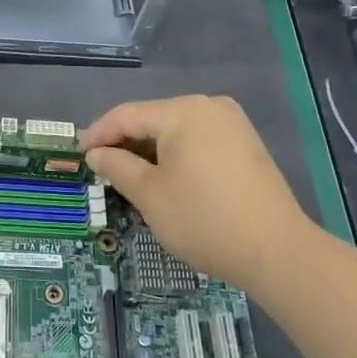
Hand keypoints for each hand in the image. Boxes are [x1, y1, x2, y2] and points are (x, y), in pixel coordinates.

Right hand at [82, 95, 310, 288]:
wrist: (277, 251)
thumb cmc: (204, 220)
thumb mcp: (150, 195)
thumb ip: (117, 167)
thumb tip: (96, 153)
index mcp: (184, 111)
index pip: (127, 115)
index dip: (99, 133)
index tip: (79, 154)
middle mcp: (209, 106)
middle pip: (153, 119)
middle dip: (125, 143)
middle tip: (101, 168)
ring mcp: (232, 123)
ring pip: (176, 131)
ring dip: (150, 151)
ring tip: (129, 177)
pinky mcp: (245, 144)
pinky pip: (198, 140)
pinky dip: (176, 156)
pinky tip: (165, 178)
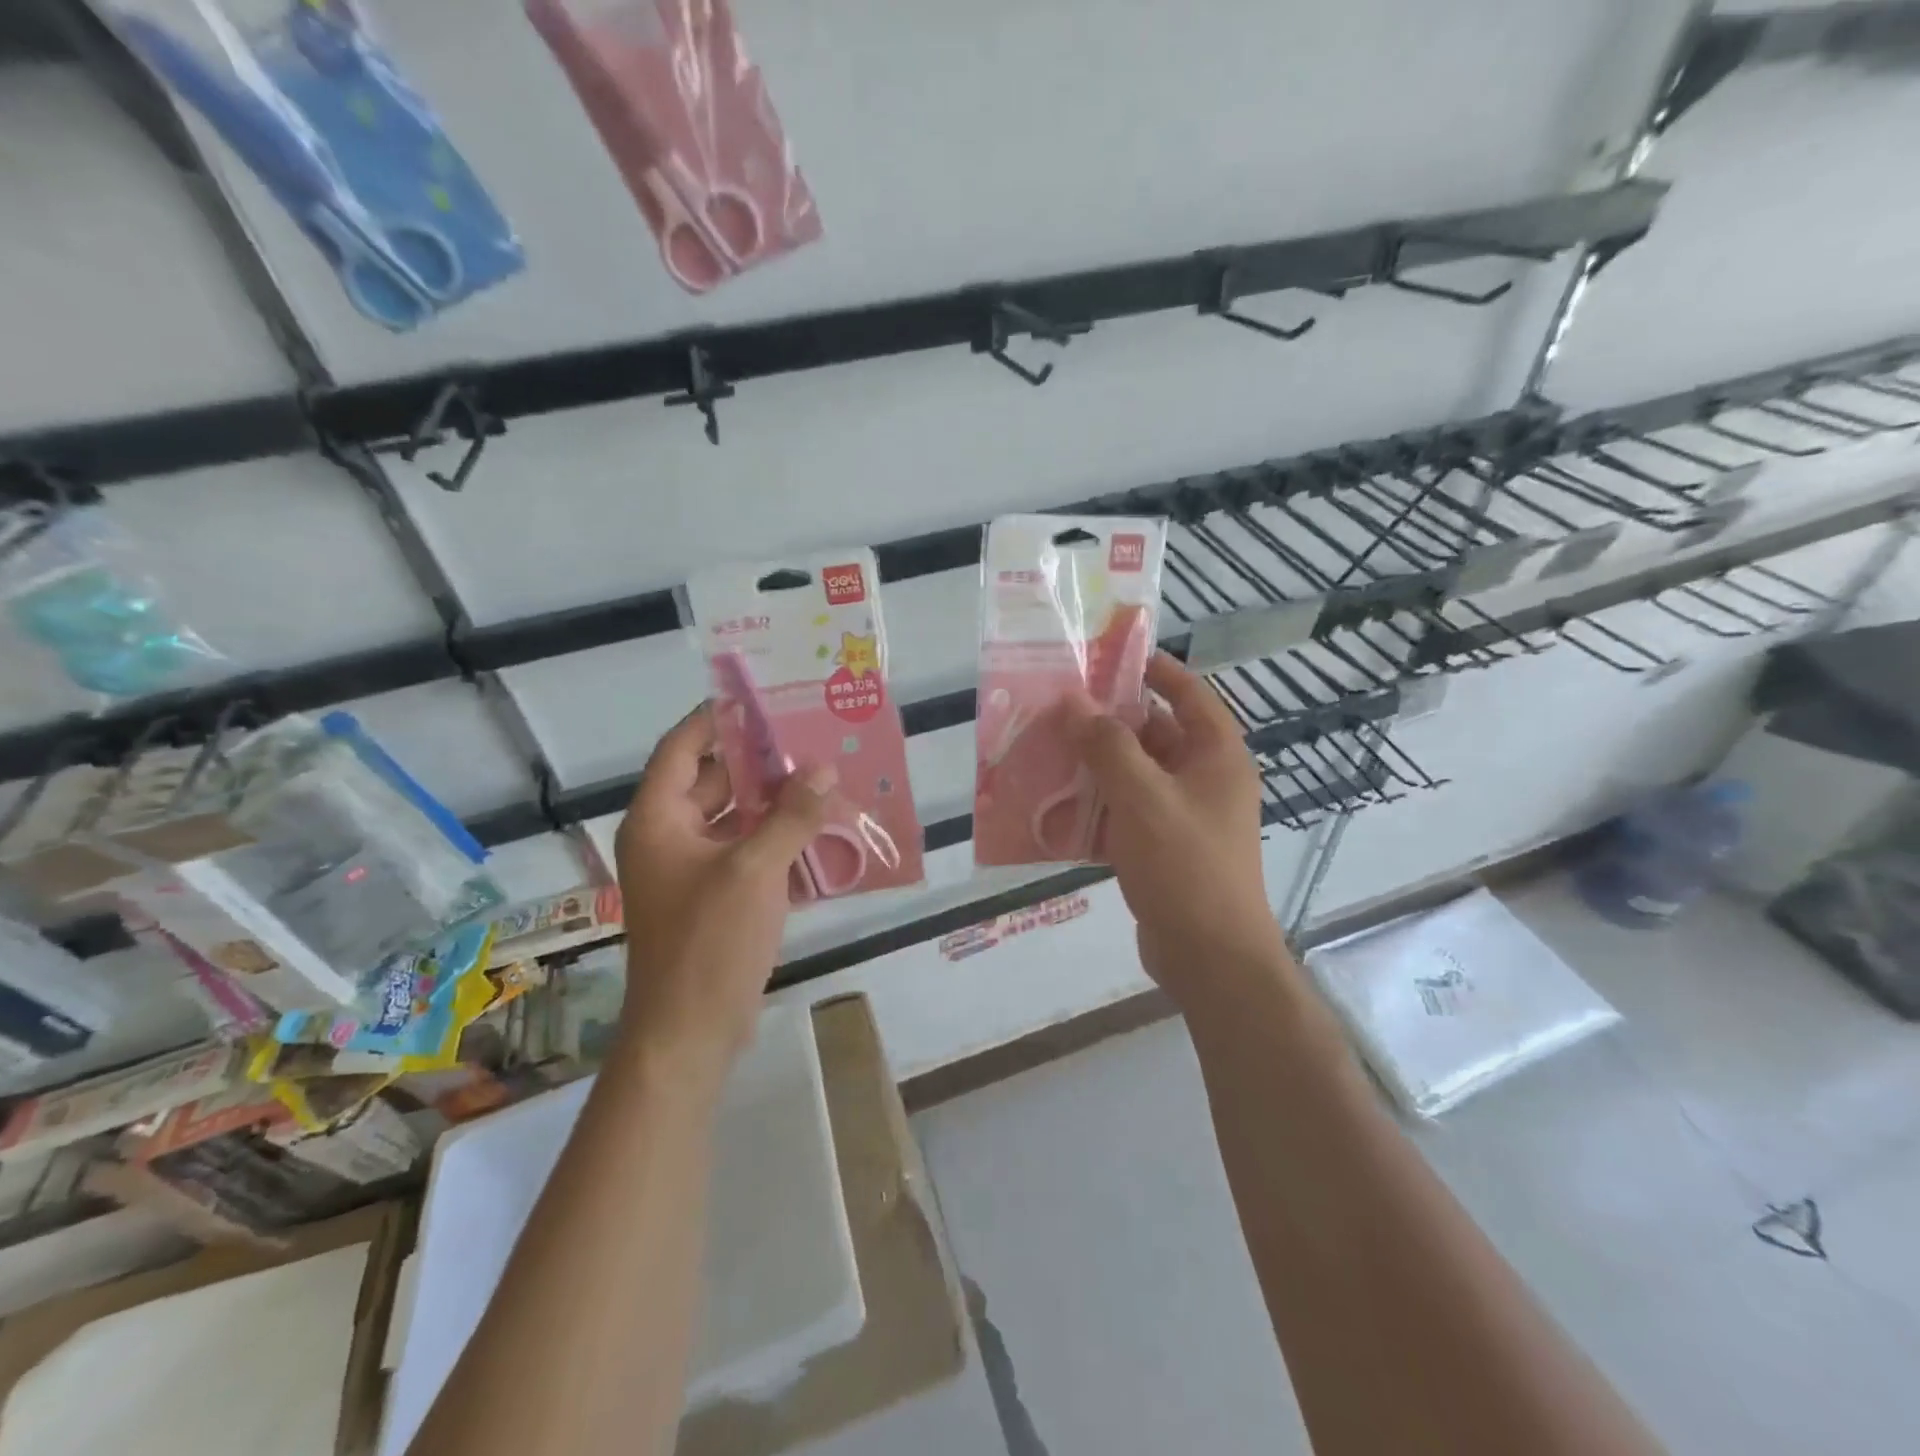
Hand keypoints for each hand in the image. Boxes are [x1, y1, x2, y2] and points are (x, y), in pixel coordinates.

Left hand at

──────────

* TASK INSTRUCTIONS
Return every entry word for word, leaving the pictures out.

* ANSWER SPACE
Hand keypoints for each hand in the image. Boxes are [x1, y1, x2, y2] and points are (x, y), in pixel coordinates.

Right hand at [82, 95, 310, 288]:
wrist: (277, 251)
thumb cmc: (204, 220)
thumb mcp: (150, 195)
thumb ip: (117, 167)
thumb tip: (96, 153)
index mcp: (184, 111)
index pip: (127, 115)
index dip: (99, 133)
index tip: (79, 154)
middle mcp: (209, 106)
middle pip: (153, 119)
middle dip: (125, 143)
middle tip: (101, 168)
ring mcp: (232, 123)
ring pip: (176, 131)
ring dip: (150, 151)
ring tip: (129, 177)
pinky mcp: (245, 144)
pinky pip: (198, 140)
pinky dip: (176, 156)
pinky tip: (165, 178)
Hand keypoints for each hand in the image. Boxes are [x1, y1, x2, y2] and points are (x, y), in pixel coordinates.

Left hand at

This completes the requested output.